(Stored items)
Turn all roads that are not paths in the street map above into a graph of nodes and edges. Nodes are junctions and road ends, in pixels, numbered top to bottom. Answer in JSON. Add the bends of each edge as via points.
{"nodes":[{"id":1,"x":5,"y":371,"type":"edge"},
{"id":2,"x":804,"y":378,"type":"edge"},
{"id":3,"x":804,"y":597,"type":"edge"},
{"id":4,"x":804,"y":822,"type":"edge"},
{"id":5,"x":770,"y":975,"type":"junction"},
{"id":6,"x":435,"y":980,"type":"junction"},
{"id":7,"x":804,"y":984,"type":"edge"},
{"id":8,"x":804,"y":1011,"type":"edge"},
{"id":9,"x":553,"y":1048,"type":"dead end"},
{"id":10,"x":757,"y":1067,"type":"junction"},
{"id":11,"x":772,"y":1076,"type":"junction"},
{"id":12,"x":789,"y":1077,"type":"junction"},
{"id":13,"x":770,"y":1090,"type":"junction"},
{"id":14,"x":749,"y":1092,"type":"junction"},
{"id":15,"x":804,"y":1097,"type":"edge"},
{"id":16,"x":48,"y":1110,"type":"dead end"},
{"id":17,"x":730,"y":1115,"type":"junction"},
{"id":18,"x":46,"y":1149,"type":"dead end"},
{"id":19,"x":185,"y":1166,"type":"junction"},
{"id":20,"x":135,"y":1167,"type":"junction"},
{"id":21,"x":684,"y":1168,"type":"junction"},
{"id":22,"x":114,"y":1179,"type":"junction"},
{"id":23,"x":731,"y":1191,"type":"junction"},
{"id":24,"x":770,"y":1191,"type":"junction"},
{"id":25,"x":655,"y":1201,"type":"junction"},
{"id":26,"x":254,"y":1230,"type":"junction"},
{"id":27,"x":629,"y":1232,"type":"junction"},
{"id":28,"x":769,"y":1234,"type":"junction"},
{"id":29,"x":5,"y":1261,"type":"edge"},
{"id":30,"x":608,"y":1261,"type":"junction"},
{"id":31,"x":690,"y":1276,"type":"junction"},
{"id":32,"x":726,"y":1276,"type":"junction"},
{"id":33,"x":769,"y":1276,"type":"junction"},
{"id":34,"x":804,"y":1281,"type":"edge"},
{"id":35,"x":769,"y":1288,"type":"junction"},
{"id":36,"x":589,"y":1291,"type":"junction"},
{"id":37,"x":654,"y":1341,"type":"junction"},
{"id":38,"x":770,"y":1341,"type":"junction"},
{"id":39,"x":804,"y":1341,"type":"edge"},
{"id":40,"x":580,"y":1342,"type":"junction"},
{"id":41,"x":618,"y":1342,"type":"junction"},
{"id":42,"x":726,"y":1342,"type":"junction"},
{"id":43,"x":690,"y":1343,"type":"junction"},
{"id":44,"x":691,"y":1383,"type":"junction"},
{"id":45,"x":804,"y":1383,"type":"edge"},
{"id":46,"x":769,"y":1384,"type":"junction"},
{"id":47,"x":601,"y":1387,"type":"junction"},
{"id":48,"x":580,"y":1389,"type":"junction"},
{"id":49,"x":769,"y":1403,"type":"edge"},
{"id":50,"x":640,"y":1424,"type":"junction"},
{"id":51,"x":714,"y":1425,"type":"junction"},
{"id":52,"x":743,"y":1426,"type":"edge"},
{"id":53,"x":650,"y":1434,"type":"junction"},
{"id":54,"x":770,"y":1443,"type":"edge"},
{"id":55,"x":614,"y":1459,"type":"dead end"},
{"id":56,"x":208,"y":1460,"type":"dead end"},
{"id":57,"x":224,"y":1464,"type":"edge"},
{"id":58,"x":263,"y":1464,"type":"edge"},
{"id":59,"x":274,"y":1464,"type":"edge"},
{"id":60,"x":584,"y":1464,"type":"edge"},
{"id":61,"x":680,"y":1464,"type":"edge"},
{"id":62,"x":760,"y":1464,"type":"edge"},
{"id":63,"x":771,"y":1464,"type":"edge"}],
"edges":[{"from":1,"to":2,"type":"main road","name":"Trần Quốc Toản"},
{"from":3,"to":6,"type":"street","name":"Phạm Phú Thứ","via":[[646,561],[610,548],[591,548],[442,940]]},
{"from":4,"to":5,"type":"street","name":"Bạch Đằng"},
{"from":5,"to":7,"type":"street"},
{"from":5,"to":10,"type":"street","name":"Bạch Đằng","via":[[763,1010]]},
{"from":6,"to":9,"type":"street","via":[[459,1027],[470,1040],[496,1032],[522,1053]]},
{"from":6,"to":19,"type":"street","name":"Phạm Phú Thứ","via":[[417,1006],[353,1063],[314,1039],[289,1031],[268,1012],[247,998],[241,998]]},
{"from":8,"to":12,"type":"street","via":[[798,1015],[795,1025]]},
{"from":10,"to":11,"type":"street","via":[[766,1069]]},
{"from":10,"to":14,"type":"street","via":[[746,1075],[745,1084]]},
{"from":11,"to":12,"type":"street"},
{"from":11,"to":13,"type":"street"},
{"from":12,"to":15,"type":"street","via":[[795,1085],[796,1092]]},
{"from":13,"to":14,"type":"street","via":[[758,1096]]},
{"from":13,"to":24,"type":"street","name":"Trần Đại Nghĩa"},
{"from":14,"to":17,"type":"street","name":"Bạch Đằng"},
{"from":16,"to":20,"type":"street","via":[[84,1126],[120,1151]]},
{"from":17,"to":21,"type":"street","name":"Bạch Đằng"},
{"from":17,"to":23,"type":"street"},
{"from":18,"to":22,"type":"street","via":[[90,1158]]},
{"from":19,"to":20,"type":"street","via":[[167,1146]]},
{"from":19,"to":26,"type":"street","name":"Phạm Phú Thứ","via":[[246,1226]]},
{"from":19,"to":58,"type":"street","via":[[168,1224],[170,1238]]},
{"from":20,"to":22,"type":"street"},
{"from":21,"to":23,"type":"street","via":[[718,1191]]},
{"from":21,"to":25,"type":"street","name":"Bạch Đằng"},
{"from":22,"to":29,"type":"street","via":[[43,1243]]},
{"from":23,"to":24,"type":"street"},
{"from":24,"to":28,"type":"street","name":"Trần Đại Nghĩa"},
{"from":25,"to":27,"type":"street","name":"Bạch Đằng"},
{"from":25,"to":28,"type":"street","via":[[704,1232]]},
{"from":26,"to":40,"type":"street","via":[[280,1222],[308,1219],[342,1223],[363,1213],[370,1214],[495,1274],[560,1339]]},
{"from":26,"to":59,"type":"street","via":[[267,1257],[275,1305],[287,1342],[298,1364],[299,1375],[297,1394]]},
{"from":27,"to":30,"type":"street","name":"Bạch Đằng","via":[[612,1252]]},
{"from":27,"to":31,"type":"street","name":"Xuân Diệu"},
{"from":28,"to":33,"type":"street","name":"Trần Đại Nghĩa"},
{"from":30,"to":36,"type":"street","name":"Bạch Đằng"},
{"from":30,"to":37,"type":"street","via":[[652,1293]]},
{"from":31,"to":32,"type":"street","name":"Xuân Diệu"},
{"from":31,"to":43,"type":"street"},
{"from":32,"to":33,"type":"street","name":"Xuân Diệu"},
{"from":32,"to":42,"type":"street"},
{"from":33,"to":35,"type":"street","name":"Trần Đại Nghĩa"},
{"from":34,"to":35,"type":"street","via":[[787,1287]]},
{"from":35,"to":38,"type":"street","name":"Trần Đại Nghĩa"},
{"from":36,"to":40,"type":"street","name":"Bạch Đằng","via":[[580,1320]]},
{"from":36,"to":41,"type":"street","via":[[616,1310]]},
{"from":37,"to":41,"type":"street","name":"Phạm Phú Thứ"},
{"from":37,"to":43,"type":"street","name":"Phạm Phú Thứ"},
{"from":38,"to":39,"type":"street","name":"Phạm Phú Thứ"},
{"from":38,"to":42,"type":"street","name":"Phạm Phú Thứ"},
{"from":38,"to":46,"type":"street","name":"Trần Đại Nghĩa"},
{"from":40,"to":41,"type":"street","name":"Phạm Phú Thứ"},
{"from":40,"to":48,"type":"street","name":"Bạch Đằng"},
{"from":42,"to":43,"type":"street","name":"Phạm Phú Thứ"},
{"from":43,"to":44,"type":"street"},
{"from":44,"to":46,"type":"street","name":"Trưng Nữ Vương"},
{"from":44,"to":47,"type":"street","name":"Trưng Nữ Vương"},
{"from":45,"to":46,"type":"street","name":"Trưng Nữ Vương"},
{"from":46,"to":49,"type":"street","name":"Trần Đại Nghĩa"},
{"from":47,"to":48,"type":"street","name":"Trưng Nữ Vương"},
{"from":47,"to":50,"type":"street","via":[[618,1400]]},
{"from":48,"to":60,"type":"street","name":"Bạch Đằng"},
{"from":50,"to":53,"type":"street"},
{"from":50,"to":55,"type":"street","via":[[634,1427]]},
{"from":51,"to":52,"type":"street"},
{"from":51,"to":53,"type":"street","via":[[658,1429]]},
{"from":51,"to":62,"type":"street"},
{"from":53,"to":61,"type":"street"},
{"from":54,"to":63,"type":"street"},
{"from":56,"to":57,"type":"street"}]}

*Problem description*: In the entries above, locate every line with the word "dead" and copy it.

*Completed exercise*:
{"id":9,"x":553,"y":1048,"type":"dead end"},
{"id":16,"x":48,"y":1110,"type":"dead end"},
{"id":18,"x":46,"y":1149,"type":"dead end"},
{"id":55,"x":614,"y":1459,"type":"dead end"},
{"id":56,"x":208,"y":1460,"type":"dead end"},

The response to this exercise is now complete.